Brief Encounter 2.0 / LUKE JONES

responding to "Where will we live tomorrow?"

For a while, it was axiomatic that the city of the future would be big, planet spanning, sublimely terrifying, thrillingly inhuman, mountainous, cavernous wonderful. But I have no interest in a modest future.

In my dreams we all live in a city without an end. The mode of inhabitation is a continuous drift: street to street, cafe to cafe, downstairs, up elevators. The city is a landscape, a continuous terrain. Nature is still out there somewhere. It can be seen.

There is a view of mountains or the ocean, at the end of this or that street. But we don’t have to go there. There are no tedious drives out into the desert, or the hinterland of sheds and polytunnels. All life is on that continuous journey, a tarmac garland around the earth, views deep into terra incognita to right and left…

Of course, rationally every question about the future hangs on climate change. Everything is downstream of that very large fact. That doesn’t mean that futures have to be commensurately big. I can understand the trend for modesty, the flight to smallness, the day-dream of peripheral and hermetic trash-farming. You tinker on the margins, alone under a lowering sky. You meditate on the reflection of a lone pine in your ancient CRT monitor. Later, you water your tomatoes. It’s all very cosy.

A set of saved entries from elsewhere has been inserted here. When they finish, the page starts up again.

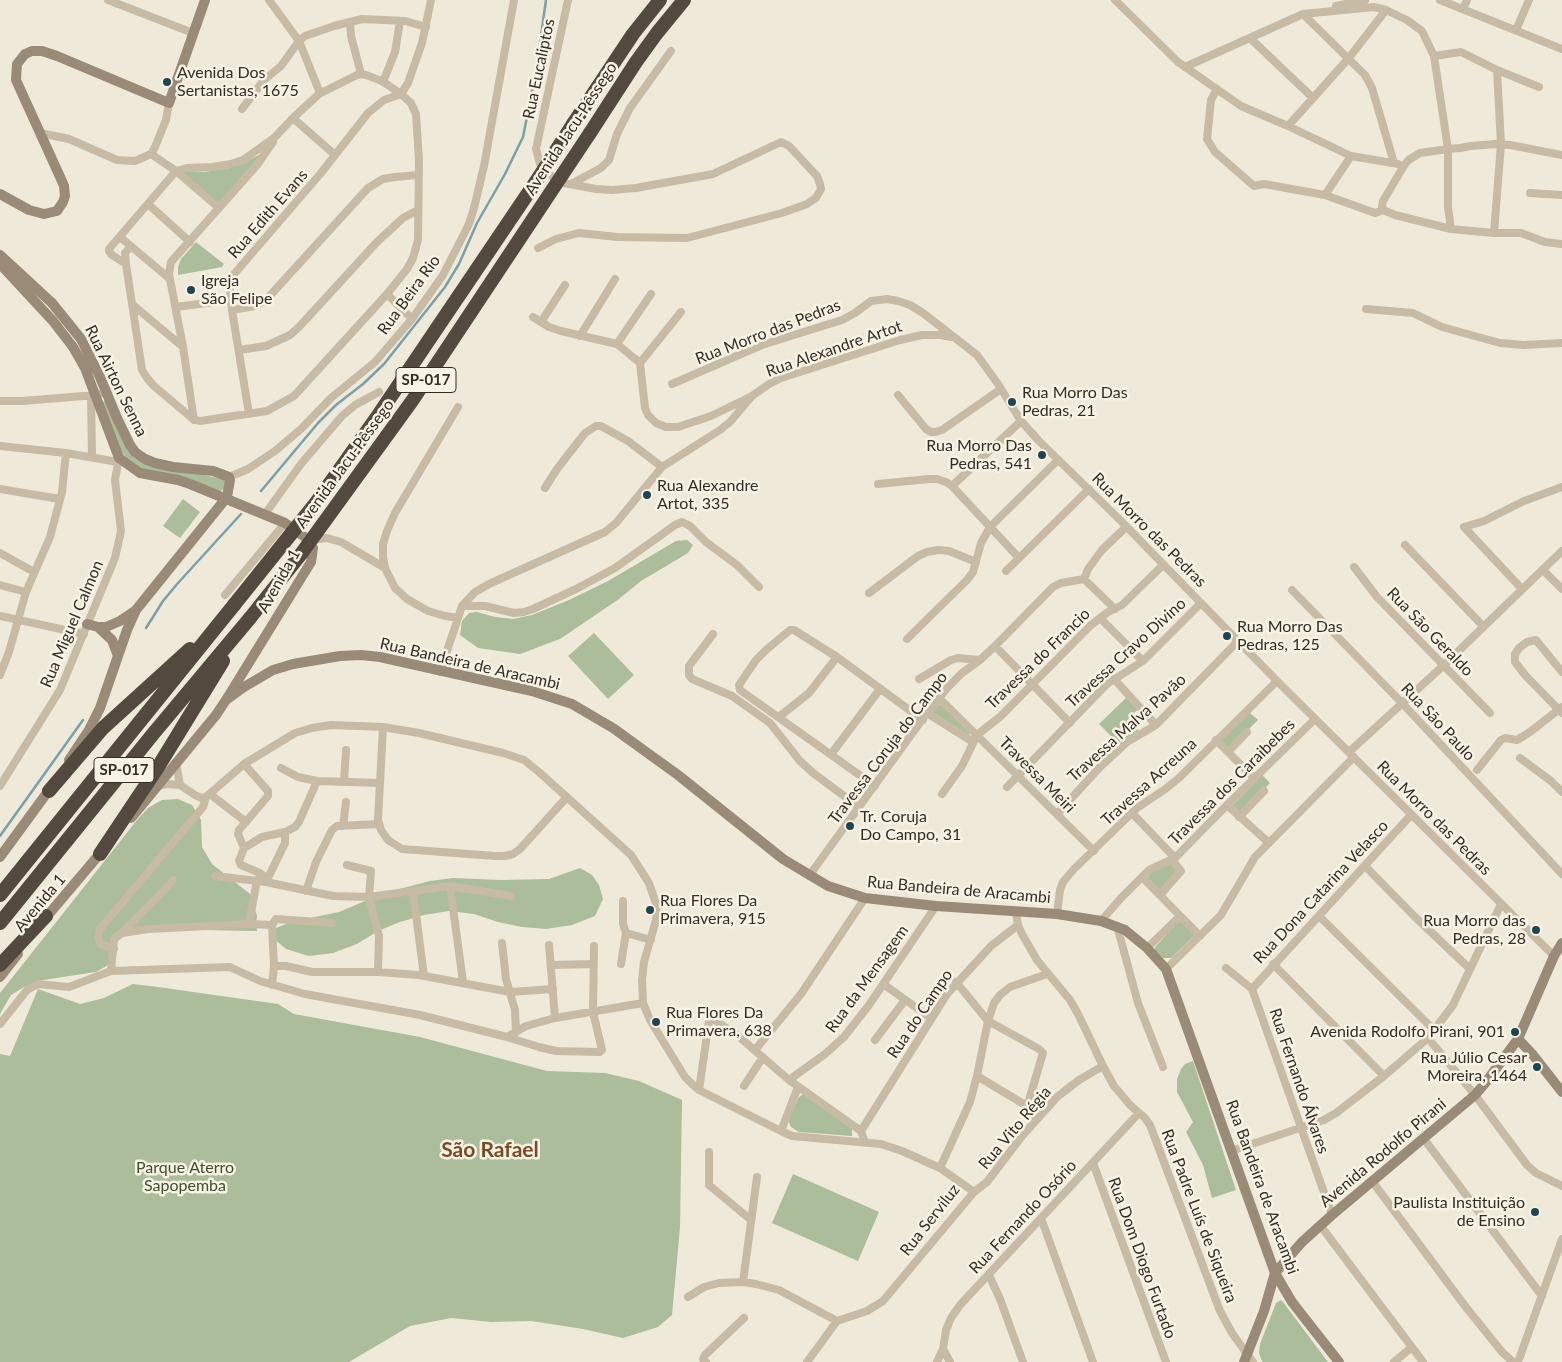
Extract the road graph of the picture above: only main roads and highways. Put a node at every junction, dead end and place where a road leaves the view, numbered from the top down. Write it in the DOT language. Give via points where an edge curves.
graph roads {
  1 [pos="205,0"];
  2 [pos="660,0"];
  3 [pos="684,0"];
  4 [pos="0,194"];
  5 [pos="0,255"];
  6 [pos="0,264"];
  7 [pos="98,394"];
  8 [pos="227,497"];
  9 [pos="136,610"];
  10 [pos="217,625"];
  11 [pos="233,641"];
  12 [pos="118,656"];
  13 [pos="247,666"];
  14 [pos="262,676"];
  15 [pos="226,700"];
  16 [pos="49,791"];
  17 [pos="100,854"];
  18 [pos="0,857"];
  19 [pos="0,895"];
  20 [pos="46,916"];
  21 [pos="0,923"];
  22 [pos="1562,942"];
  23 [pos="0,965"];
  24 [pos="0,977"];
  25 [pos="1518,1040"];
  26 [pos="1562,1092"];
  27 [pos="1275,1273"];
  28 [pos="1248,1359"];
  29 [pos="1339,1362"];
  1 -- 4 [label="main road" via="169,103 57,56 42,51 25,54 17,64 16,80 64,186 65,196 60,207 50,213 38,214"];
  2 -- 10 [label="highway, Avenida Jacu-Pêssego / SP-017, bridge" via="633,34 380,414 315,504 230,600"];
  3 -- 11 [label="highway, Avenida Jacu-Pêssego / SP-017, bridge" via="636,62 412,401 318,532"];
  5 -- 7 [label="main road, Rua Airton Senna" via="52,303 73,328 90,354"];
  6 -- 7 [label="main road, Rua Airton Senna" via="53,320 73,347"];
  7 -- 8 [label="main road, Rua Airton Senna" via="119,460 140,473 178,480"];
  7 -- 8 [label="main road, Rua Airton Senna" via="130,445 141,456 173,467 205,470 229,477"];
  8 -- 9 [label="main road"];
  8 -- 13 [label="main road, Avenida 1" via="285,523 310,540 313,548 311,562"];
  9 -- 12 [label="main road"];
  9 -- 12 [label="main road" via="112,625 92,626 112,640"];
  10 -- 16 [label="highway" via="103,728"];
  10 -- 19 [label="highway, Avenida Jacu-Pêssego / SP-017"];
  11 -- 17 [label="highway" via="195,708"];
  11 -- 21 [label="highway, Avenida Jacu-Pêssego / SP-017"];
  12 -- 16 [label="main road" via="89,730"];
  13 -- 14 [label="main road" via="252,673"];
  13 -- 15 [label="main road, Avenida 1"];
  14 -- 15 [label="main road, Rua Bandeira de Aracambi"];
  14 -- 27 [label="main road, Rua Bandeira de Aracambi" via="293,664 354,655 380,657 555,698 613,728 783,859 828,886 865,898 1057,914 1101,921 1126,930 1166,969"];
  15 -- 17 [label="main road, Avenida 1"];
  16 -- 18 [label="main road"];
  17 -- 20 [label="main road, Avenida 1"];
  20 -- 23 [label="highway"];
  20 -- 24 [label="main road, Avenida 1"];
  22 -- 25 [label="main road, Avenida Rodolfo Pirani"];
  25 -- 26 [label="main road"];
  25 -- 27 [label="main road, Avenida Rodolfo Pirani" via="1475,1095 1320,1225"];
  27 -- 28 [label="main road, Avenida Rodolfo Pirani"];
  27 -- 29 [label="main road, Rua Bandeira de Aracambi" via="1292,1302"];
}
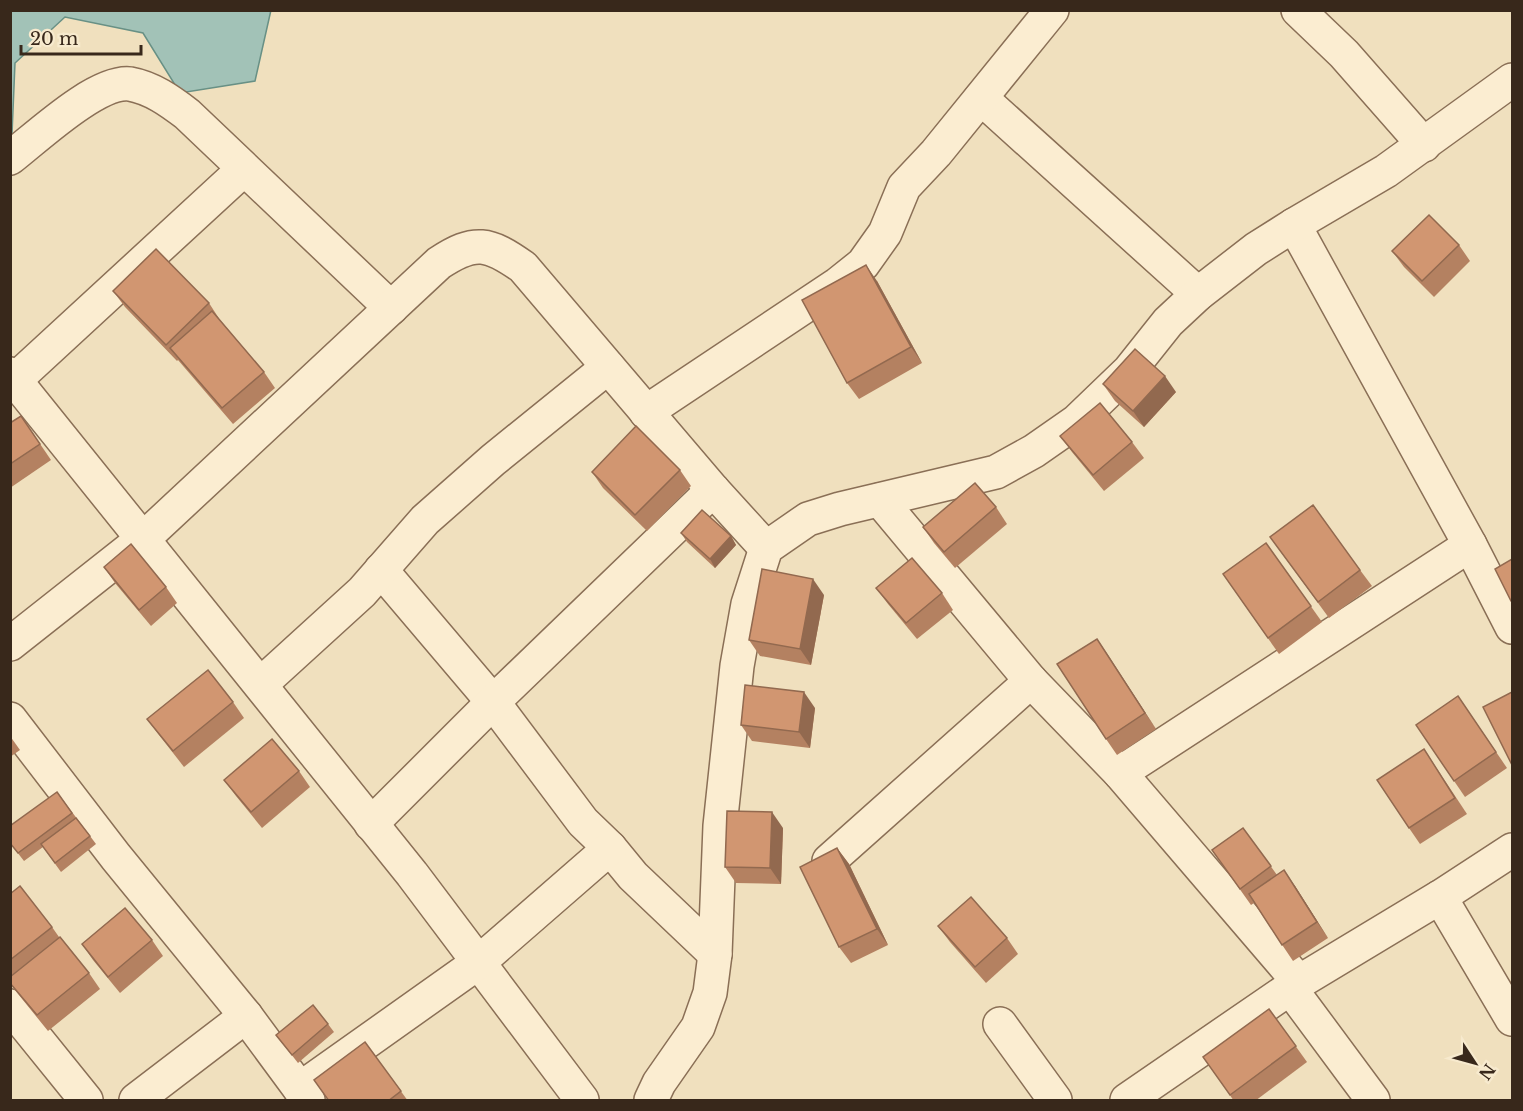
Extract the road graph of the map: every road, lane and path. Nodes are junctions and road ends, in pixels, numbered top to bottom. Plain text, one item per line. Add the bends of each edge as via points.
1 (1052, 10) edge
2 (1298, 10) edge
3 (1512, 80) edge
4 (981, 98) junction
5 (1424, 145) junction
6 (10, 158) edge
7 (244, 169) junction
8 (1294, 225) junction
9 (1198, 294) junction
10 (391, 308) junction
11 (608, 367) junction
12 (13, 377) edge
13 (646, 412) junction
14 (713, 490) junction
15 (880, 500) junction
16 (143, 539) junction
17 (1470, 545) junction
18 (766, 548) junction
19 (381, 570) junction
20 (1512, 627) edge
21 (10, 644) edge
22 (1031, 681) junction
23 (261, 684) junction
24 (493, 702) junction
25 (10, 719) edge
26 (1120, 773) junction
27 (371, 824) junction
28 (610, 848) junction
29 (1512, 850) edge
30 (829, 861) edge
31 (1440, 897) junction
32 (715, 954) junction
33 (479, 962) junction
34 (1295, 985) junction
35 (10, 1006) edge
36 (246, 1016) junction
37 (1512, 1019) edge
38 (1000, 1024) dead end
39 (304, 1095) edge
40 (86, 1101) edge
41 (136, 1101) edge
42 (582, 1101) edge
43 (651, 1101) edge
44 (1055, 1101) edge
45 (1127, 1101) edge
46 (1373, 1101) edge

1 - 4 street
2 - 5 street via 1344,54
3 - 5 street
4 - 9 street
4 - 13 street via 904,187 885,233 863,264
5 - 8 street
6 - 7 street via 83,101 104,89 128,84 166,98
7 - 10 street
7 - 12 street
8 - 9 street
8 - 17 street
9 - 15 street via 1168,321 1129,371 1077,422 1034,451 996,471
10 - 11 street via 457,251 476,246 500,251 523,267
10 - 16 street
11 - 13 street
11 - 19 street via 425,520
12 - 16 street
13 - 14 street
14 - 18 street
14 - 24 street
15 - 18 street via 808,519
15 - 22 street
16 - 21 street
16 - 23 street
17 - 20 street
17 - 26 street
18 - 32 street via 748,604 735,676 720,826
19 - 23 street
19 - 24 street
22 - 26 street
22 - 30 street
23 - 27 street
24 - 27 street
24 - 28 street via 584,822
25 - 36 street
26 - 34 street
27 - 33 street
28 - 32 street via 633,876
28 - 33 street
29 - 31 street
31 - 34 street
31 - 37 street
32 - 43 street via 710,993 698,1027
33 - 39 street
33 - 42 street
34 - 45 street
34 - 46 street
35 - 40 street
36 - 39 street
36 - 41 street
38 - 44 street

But it’s all too marginal. I find it impossible to imagine a future where we aren’t all, all of us, humans, in some sense connected. The whole world, entire, together, with all its conflict is where we belong. There isn’t any hiding place that wouldn’t also be a prison…


Luke Jones
is an architect and writer from London. He is a founder and co-host of the podcast About Buildings + Cities. He is the writer, with Anna Mill, of the graphic novels ‚Square Eyes‚ (2018) and ‚Exile’s Letter‚ (2019). His practice Heat Island explores the future possibilities of architecture in an era of ecological transformation. He teaches design at the Royal College of Art and the Bartlett School of Architecture.
Where will we live tomorrow?  – This question is actually the title of a book with the same name – Où vivrons-nous demain? – from the 1960s by the French architecture critic Michel Ragon. He is behind the theory of prospective architecture, and in this book he explores the ideas of what the architecture of the future should be, what form our cities should take in the conditions of urban overpopulation and changing work/leisure ratios, and so on… even with the constant industrialization and the consequent deterioration of our environment.
Brief Encounter* is a short and quick format that aims to reveal relationships between individuals, different professions, etc. By avoiding a more complex interview, it aims to recall the immediacy, the lightness of a single, acute, direct but essential question. A brief encounter of two people, a chance to ask someone about something related to their professional interest at a given time, publicly. A meeting framed by the extent of a single question and the virtual space of MAG D A.
* Brief Encounter comes from the 40´s movie by David Lean, about a chance meeting of two random people at a railway station.